Future proof any routines
One thing I’m sure most parents of autistic kids know is that you can never tell which routines will be resisted, which will be open to change and which ones will become the immovable bedrocks of your child’s life, so it is really worth thinking ahead when setting up and agreeing routines. One of our rigid routines is a daily bath before bed, and now we are in the teen years, I am so glad we kept this routine! Whilst a younger child might accept a routine of bathing or showering on Wednesdays and Sundays, teenagers and young adults will almost certainly need a daily bath or shower.
Don’t force your kid to follow the crowd
I remember when my son was younger, and (seemingly) everyone telling me he would eat better/play better/learn better once he went to nursery/school/clubs.
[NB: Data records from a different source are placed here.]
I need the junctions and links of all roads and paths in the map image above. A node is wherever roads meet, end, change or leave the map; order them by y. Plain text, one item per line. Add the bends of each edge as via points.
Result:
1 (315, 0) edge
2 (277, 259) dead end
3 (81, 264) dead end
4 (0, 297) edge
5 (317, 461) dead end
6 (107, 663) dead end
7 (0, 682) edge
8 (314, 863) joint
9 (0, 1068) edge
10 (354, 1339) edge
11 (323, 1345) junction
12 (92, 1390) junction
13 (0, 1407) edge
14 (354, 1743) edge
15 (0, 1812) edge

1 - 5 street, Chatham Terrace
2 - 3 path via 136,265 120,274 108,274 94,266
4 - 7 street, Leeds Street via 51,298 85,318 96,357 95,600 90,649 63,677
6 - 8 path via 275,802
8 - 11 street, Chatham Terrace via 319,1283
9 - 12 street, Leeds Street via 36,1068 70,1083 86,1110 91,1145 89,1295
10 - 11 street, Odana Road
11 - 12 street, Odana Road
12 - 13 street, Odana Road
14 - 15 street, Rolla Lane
Back then the idea that his life (and ours too if I’m honest) would be easier if he copied his peers and adapted to ‘fit in’ was tempting. But it never happened. Now I’m proud of his stubbornness and immunity to peer pressure. He has found a group of friends where he is valued without having to perform or mask, and I’m hopeful that this will be a protective factor in the future.
Something I’ve learned in my work with offending adults is that if children and young people are controlled and shaped through external controls (eg rewards, consequences and punishments) they can fail to develop their own internal controls. I’ve met too many young adults who know their behaviours are destructive but they don’t know how to stop, and it’s a lot harder helping adults learn these skills than the child you have 24/7. We need our children to recognise their own cues (hunger, thirst, tiredness, stress) and learn how to respond to them. We need to help our children develop their own personal problem-solving toolkits. We must empower our children to self-regulate their own lives as much as they can. Self-awareness is vital for our children to become self-advocates.
Respect and encourage bodily autonomy
Don’t force unwanted tickles, hugs, kisses and physical contact onto your children. If they don’t like it you need to stop. Not only might it be causing sensory distress, but it sends a dreadful message about consent. We know that autistic children, teens and adults are more vulnerable to bullying, abuse and exploitation and we must equip them with the ability and confidence to say “No”. We must not teach them to ‘get used to’, ignore or override their discomfort.
If you have any more tips, please leave a comment. I would especially like to hear from autistic young adults and parents of autistic older teens and young adults who might have some tips for me and other parents of teenagers.
*apologies for overuse of ‘quote marks’, they mostly indicate my use of terms that I am not overly keen on but which I accept have a shared meaning.